Gaussian Mixture

Fit a and sample from a uni- bi- or multivariate Gaussian mixture model with diagonal covariance matrices. For the multivariate case the distribution is given by

\[G(X | \mu, \Sigma) = \frac{1}{\sqrt{2\pi\left|\Sigma\right|}} \exp^{(-\frac{1}{2} (X-\mu)^T\Sigma^{-1}(X-\mu))}\]

The mixture model is then composed of a linear combination of an arbitrary number of components \(K\):

\[p(X) = \sum_{k=1}^K \pi_k G(X|\mu_k, \Sigma_k).\]

Where \(\pi_k\) is the mixing coefficient for the \(k\)-th distribution. \(\mu\), \(\Sigma\) and \(\pi\) are estimated by Maximum-Likelihood for each \(k\). It is possible to specify the number of kernels to define the modality of the distribution and also dimensionality for both \(x\) and \(y\). The component means are initialized randomly according to given standard deviation. Also the weights are initialized randomly.

class cde.density_simulation.GaussianMixture(n_kernels=5, ndim_x=1, ndim_y=1, means_std=1.5, random_seed=None)[source]

This model allows to fit and sample from a uni- bi- or multivariate Gaussian mixture model with diagonal covariance matrices. The mixture model is composed by a linear combination of an arbitrary number of components n_kernels. Means, covariances and weights are estimated by Maximum-Likelihood for each component. It is possible to specify the number of kernels to define the modality of the distribution and also dimensionality for both x and y. The component means are initialized randomly according to given standard deviation. Also the weights are initialized randomly.

Parameters
  • n_kernels – number of mixture components

  • ndim_x – dimensionality of X / number of random variables in X

  • ndim_y – dimensionality of Y / number of random variables in Y

  • means_std – std. dev. when sampling the kernel means

  • random_seed – seed for the random_number generator

can_sample = None

set parameters, calculate weights, means and covariances

cdf(X, Y)[source]
conditional cumulative probability density function P(Y<y|X=x).

See “Conditional Gaussian Mixture Models for Environmental Risk Mapping” [Gilardi, Bengio] for the math.

Parameters
  • X – the position/conditional variable for the distribution P(Y<y|X=x), array_like, shape:(n_samples, ndim_x)

  • Y – the on X conditioned variable Y, array_like, shape:(n_samples, ndim_y)

Returns

(n_samples,)

Return type

the cond. cumulative distribution of Y given X, for the given realizations of X with shape

conditional_value_at_risk(x_cond, alpha=0.01, n_samples=1000000)

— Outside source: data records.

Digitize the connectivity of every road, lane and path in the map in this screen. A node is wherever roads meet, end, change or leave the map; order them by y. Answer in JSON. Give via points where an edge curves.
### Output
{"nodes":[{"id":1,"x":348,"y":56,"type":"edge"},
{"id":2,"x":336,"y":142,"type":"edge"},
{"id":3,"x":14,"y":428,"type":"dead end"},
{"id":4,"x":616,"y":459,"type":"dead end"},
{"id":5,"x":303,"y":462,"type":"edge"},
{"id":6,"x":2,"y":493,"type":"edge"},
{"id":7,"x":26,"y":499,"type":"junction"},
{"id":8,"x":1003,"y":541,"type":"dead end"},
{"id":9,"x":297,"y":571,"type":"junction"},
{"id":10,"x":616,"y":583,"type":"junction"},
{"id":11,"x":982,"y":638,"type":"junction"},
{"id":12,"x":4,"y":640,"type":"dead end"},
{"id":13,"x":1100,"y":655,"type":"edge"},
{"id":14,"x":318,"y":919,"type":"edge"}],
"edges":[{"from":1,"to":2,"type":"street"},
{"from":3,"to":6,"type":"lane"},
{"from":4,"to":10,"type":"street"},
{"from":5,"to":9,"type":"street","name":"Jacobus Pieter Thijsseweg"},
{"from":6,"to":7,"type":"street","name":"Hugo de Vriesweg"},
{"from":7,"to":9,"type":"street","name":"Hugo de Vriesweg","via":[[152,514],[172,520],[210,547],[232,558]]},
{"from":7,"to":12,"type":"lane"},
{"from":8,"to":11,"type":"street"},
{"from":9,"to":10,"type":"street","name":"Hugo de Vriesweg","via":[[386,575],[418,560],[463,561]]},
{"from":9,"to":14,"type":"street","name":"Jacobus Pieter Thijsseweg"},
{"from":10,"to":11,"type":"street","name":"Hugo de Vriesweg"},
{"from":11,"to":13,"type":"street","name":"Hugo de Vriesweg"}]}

Computes the Conditional Value-at-Risk (CVaR) / Expected Shortfall of the fitted distribution. Only if ndim_y = 1

Parameters
  • x_cond – different x values to condition on - numpy array of shape (n_values, ndim_x)

  • alpha – quantile percentage of the distribution

  • n_samples – number of samples for monte carlo model_fitting

Returns

CVaR values for each x to condition on - numpy array of shape (n_values)

covariance(x_cond, n_samples=None)[source]

Covariance of the distribution conditioned on x_cond

Parameters

x_cond – different x values to condition on - numpy array of shape (n_values, ndim_x)

Returns

Covariances Cov[y|x] corresponding to x_cond - numpy array of shape (n_values, ndim_y, ndim_y)

covariances_y = None

some eigenvalues of the sampled covariance matrices can be exactly zero -> map to positive semi-definite subspace

get_params(deep=True)

Get parameters for this estimator.

Parameters

deep (boolean, optional) – If True, will return the parameters for this estimator and contained subobjects that are estimators.

Returns

params – Parameter names mapped to their values.

Return type

mapping of string to any

joint_pdf(X, Y)[source]

joint probability density function P(X, Y)

Parameters
  • X – variable X for the distribution P(X, Y), array_like, shape:(n_samples, ndim_x)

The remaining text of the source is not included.